ECLI:NL:RVS:2025:2808

Raad van State

Datum uitspraak
26 juni 2025
Publicatiedatum
25 juni 2025
Zaaknummer
202503355/1/V3 en 202503355/2/V3
Instantie
Raad van State
Type
Uitspraak
Procedures
  • Voorlopige voorziening+bodemzaak
Vindplaatsen
  • Rechtspraak.nl
AI samenvatting door LexboostAutomatisch gegenereerd

Afwijzing aanvraag verblijfsvergunning asiel en verzoek om voorlopige voorziening

In deze zaak heeft de voorzieningenrechter van de Afdeling bestuursrechtspraak van de Raad van State op 26 juni 2025 uitspraak gedaan over een verzoek om voorlopige voorziening en het hoger beroep van appellant, die een verblijfsvergunning asiel voor bepaalde tijd had aangevraagd.

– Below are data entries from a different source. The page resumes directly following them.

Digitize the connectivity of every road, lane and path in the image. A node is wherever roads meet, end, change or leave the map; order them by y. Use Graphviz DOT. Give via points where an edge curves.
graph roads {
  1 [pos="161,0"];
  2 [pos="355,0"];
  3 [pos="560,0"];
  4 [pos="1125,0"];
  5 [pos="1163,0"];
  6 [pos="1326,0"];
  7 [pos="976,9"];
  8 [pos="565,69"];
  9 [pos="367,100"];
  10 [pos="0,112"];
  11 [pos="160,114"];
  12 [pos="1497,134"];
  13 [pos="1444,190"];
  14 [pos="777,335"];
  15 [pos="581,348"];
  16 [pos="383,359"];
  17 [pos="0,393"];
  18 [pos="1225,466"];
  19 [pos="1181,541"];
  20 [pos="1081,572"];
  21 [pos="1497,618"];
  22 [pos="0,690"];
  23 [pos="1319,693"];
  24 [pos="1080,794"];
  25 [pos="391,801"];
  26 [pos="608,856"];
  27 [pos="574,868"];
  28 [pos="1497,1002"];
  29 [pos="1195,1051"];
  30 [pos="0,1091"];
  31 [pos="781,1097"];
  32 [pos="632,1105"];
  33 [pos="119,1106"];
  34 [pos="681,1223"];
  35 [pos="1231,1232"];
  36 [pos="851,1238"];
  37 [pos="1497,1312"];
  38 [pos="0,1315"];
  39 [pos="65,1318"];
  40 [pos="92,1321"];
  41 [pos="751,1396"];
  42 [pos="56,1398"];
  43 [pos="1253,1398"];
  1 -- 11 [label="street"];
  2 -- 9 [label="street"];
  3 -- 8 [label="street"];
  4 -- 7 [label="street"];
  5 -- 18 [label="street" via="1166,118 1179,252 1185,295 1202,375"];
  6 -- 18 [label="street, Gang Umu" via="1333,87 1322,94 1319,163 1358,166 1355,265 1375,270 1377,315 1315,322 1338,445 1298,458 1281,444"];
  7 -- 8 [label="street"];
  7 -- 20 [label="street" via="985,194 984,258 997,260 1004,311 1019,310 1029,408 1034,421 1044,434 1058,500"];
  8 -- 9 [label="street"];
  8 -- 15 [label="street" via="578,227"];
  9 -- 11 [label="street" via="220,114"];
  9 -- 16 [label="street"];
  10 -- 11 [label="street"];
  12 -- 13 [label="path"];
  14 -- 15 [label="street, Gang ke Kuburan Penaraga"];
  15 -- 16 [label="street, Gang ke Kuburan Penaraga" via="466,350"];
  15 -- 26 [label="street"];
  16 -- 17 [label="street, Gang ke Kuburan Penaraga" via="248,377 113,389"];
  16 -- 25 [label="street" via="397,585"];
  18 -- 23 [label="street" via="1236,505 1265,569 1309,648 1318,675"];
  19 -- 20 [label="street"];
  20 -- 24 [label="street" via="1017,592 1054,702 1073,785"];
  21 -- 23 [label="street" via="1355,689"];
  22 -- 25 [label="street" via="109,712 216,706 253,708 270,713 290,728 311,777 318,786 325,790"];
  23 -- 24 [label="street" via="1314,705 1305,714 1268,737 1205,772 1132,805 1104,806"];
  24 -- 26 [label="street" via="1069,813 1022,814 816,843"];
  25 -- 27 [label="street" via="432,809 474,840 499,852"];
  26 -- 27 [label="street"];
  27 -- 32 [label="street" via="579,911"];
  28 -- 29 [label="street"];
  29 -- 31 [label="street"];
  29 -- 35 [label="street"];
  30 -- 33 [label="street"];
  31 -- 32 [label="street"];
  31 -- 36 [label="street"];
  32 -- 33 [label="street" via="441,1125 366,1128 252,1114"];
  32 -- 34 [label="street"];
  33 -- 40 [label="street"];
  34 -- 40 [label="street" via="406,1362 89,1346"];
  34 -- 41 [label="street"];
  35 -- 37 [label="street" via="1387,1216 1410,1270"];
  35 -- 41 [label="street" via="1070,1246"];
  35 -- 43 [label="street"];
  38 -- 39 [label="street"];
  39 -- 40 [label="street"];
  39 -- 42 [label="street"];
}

De aanvraag was eerder afgewezen door de minister van Asiel en Migratie bij besluit van 17 oktober 2024, dat was aangevuld bij een besluit van 15 januari 2025. De rechtbank Den Haag had op 4 juni 2025 het beroep van appellant ongegrond verklaard. Appellant, vertegenwoordigd door mr. F. Aziz Maleki-Khodajoo, heeft tegen deze uitspraak hoger beroep ingesteld en verzocht om een voorlopige voorziening.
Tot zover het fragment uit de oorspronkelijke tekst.